De pasarse la vida entera en la oficina, al cabo de los años mi amigo había ido olvidando sus aficiones, sus intereses culturales, literarios y artísticos que forjaran nuestra amistad tiempo atrás. Mi amigo se había ido insensibilizando ante los afectos ajenos, quedándose solo poco a poco. Le acuciaba una ansiedad tal, que se había quedado impávido tras el despido fulminante de un compañero, sin pensar que quizás, por un error sin relevancia, él mismo podría ser el próximo. Incluso había perdido el interés por las mujeres...
Ante una tapa de tortilla española, me contó cómo últimamente soñaba con hacer deporte, o con asistir a una de mis funciones de teatro; soñaba en sus cortas noches (pues nunca podía acostarse antes de medianoche y nunca se levantaba más allá de las seis de la mañana) con el tiempo libre de que carecía, para estrellarse al despertar con la dura realidad, una agotadora jornada laboral. Me confesó que se pasaba largas horas ante el ordenador, y que muchas veces, su mente volaba hacia aquellos felices días del teatro, cuando enriquecía el espíritu con los grandes clásicos.
Ante tal rosario de penas, casi no podía reconocer al amigo inteligente y animado que prometía un futuro brillante. La gota que había colmado el vaso, me refirió apurando un Rioja, fue una mueca que su gerente había realizado después de hojear un informe en el que llevaba trabajando, noche y día, desde hacía un mes. Podía soportar los agravios propios de una oficina muy competitiva, en la que se cruzaban palabras más o menos violentas, en la que se hería por herir... pero aquella mueca... aquella mueca de indiferencia... aquella mueca que revelaba un infinito desprecio por su trabajo... Los ojos de mi amigo se humedecieron, los labios fruncidos, la mano le temblaba... Estaba acabado y creía no poder esperar nada del avenir.
Se me ocurrió ir a tomar algo a la azotea de la Casa de Granada. Al llegar, mi amigo se mostró muy animado, sorprendiéndome con inusitadas palabras de esperanza. Pensé que los vinos que nos habíamos tomado debían ir obrando su halagador efecto. Sin embargo, mi amigo me descubrió el milagro que acababa de metamorfosear su paupérrimo estado de ánimo. Al pasar junto a la puerta trasera de la colegiata de San Isidro, mi amigo sintió que una mujer le decía: "Que tenga usted mucha suerte en la vida".
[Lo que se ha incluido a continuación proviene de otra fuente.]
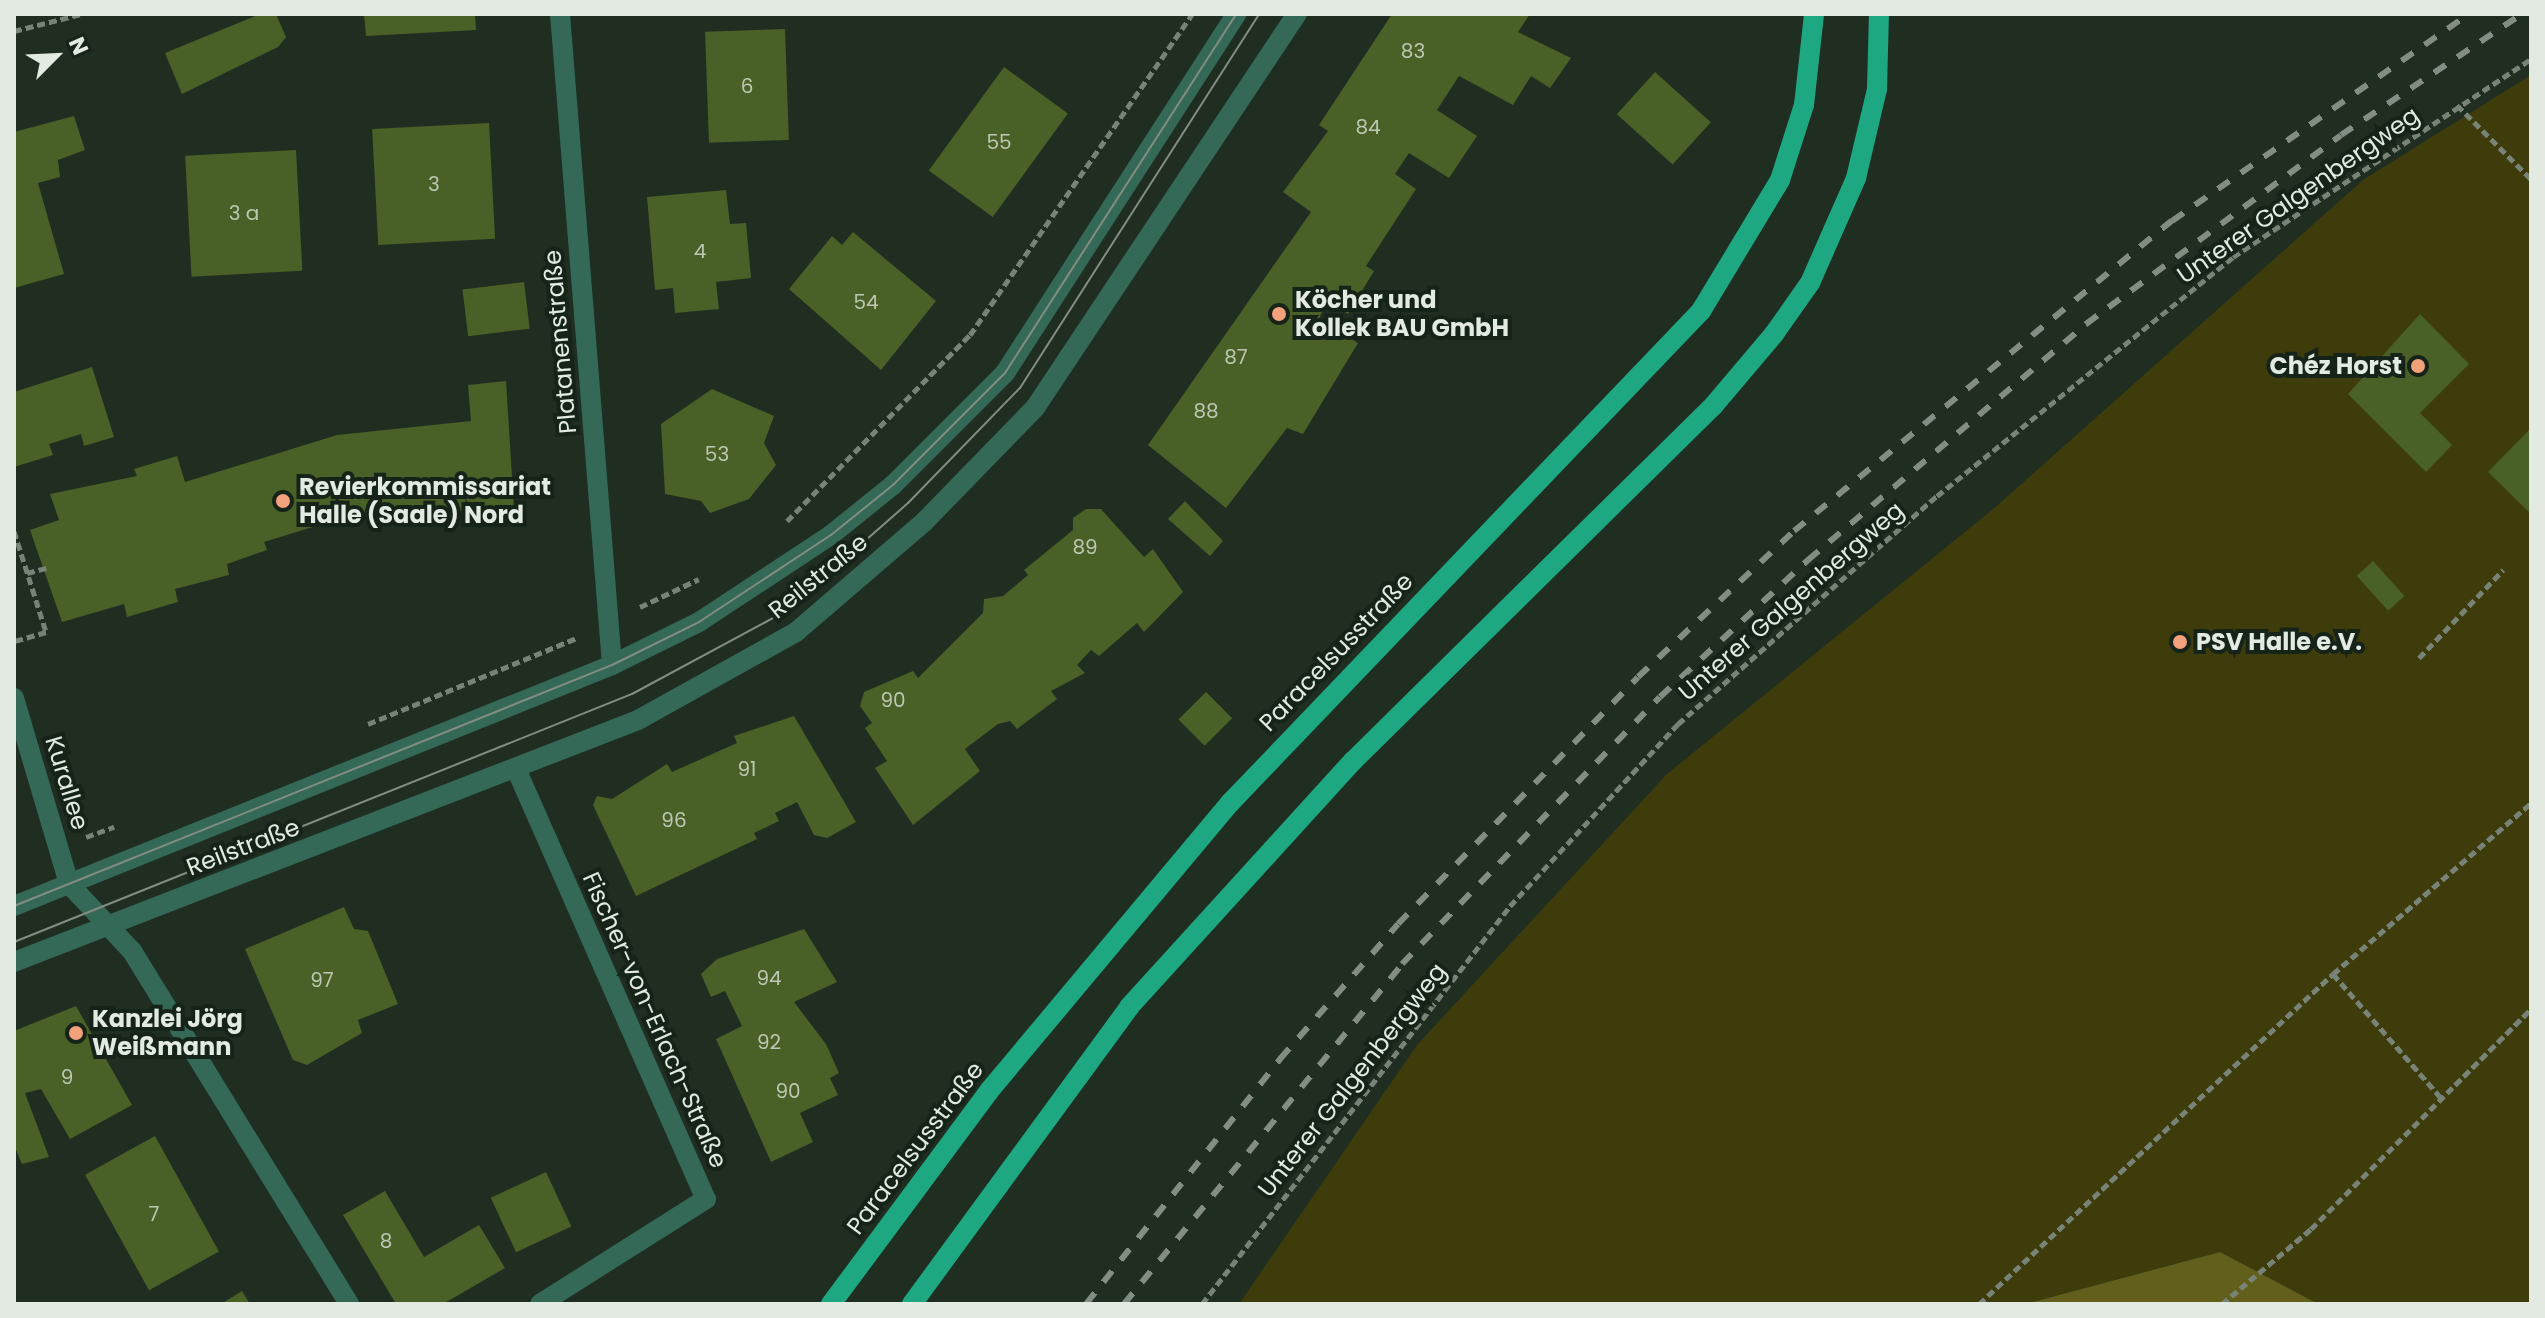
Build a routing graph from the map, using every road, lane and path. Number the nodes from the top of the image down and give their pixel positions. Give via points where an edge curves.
1 (81, 14) edge
2 (560, 14) edge
3 (1192, 14) edge
4 (1236, 14) edge
5 (1281, 14) edge
6 (1297, 14) edge
7 (1814, 14) edge
8 (1879, 14) edge
9 (14, 31) edge
10 (1268, 56) junction
11 (2531, 59) edge
12 (2457, 105) junction
13 (2531, 179) edge
14 (778, 527) dead end
15 (14, 531) edge
16 (46, 568) dead end
17 (2503, 570) dead end
18 (27, 573) junction
19 (706, 576) dead end
20 (608, 623) junction
21 (14, 641) edge
22 (563, 645) dead end
23 (2419, 658) dead end
24 (612, 665) junction
25 (14, 698) edge
26 (517, 771) junction
27 (2531, 803) edge
28 (69, 884) junction
29 (14, 906) edge
30 (114, 925) junction
31 (14, 962) edge
32 (2333, 974) junction
33 (2531, 1009) edge
34 (2441, 1098) junction
35 (349, 1304) edge
36 (540, 1304) edge
37 (831, 1304) edge
38 (912, 1304) edge
39 (1202, 1304) edge
40 (1979, 1304) edge
41 (2222, 1304) edge

1 - 9 path
2 - 20 street, Platanenstraße
3 - 14 path via 970,335 847,468
4 - 24 street, Reilstraße via 1005,373 893,485 831,535 699,622
5 - 10 street
6 - 10 street, Reilstraße
7 - 37 main road, Paracelsusstraße via 1804,105 1780,180 1701,311 1230,803 989,1091
8 - 38 main road via 1877,89 1856,178 1810,283 1774,334 1714,405 1353,761 1129,1007
10 - 26 street, Reilstraße via 1035,408 924,522 796,632 638,720
11 - 12 path, Unterer Galgenbergweg
12 - 13 path
12 - 39 path, Unterer Galgenbergweg via 2233,257 1937,496 1678,724 1510,906
15 - 18 path
16 - 18 path
17 - 23 path
18 - 21 path via 46,632
19 - 20 path
20 - 22 path
20 - 24 street, Platanenstraße
24 - 28 street, Reilstraße
25 - 28 street, Kurallee
26 - 30 street, Reilstraße
26 - 36 street, Fischer-von-Erlach-Straße via 706,1199
27 - 32 path
28 - 29 street, Reilstraße
28 - 30 street
30 - 31 street, Reilstraße
30 - 35 street
32 - 34 path
32 - 40 path
33 - 34 path
34 - 41 path via 2311,1229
Yo, personalmente, no recuerdo haber escuchado a ninguna mujer, por lo que aún tengo mis dudas de si mi amigo, en su desesperación, confundió alguna conversación ajena. Sea como fuere, mi amigo confió plenamente en aquel advenedizo augurio y se despidió de mi de muy buen humor.
Unas semanas más tarde me llamó para contarme que le habían despedido. En absoluto se sentía deprimido, tan fuerte palpitaba en él la convicción de que la buena suerte le aguardaba. Mi amigo no profesa ninguna fe religiosa, nunca se ha pronunciado al respecto, pero paradójicamente creía ciegamente en que le esperaba la buena suerte.
Desde entonces ha perdido ya varios trabajos, todos ellos de lo más variopinto. Entró en un despacho jurídico, en una asesoría fiscal,... y harto de ejercer de abogado, se arruinó con un teatro de barrio (del que algún día os hablaré), hasta echarse por los caminos como cómico de la legua; persiguiendo su buena suerte con una sonrisa en el corazón, y la firme esperanza depositada en el pueblo siguiente, porque una mujer que salió de ninguna parte le bendijo con palabras de fuego y libertad cuando su alma nadaba en un mar de llanto, hace ya algún tiempo, en una estrecha callejuela de Madrid.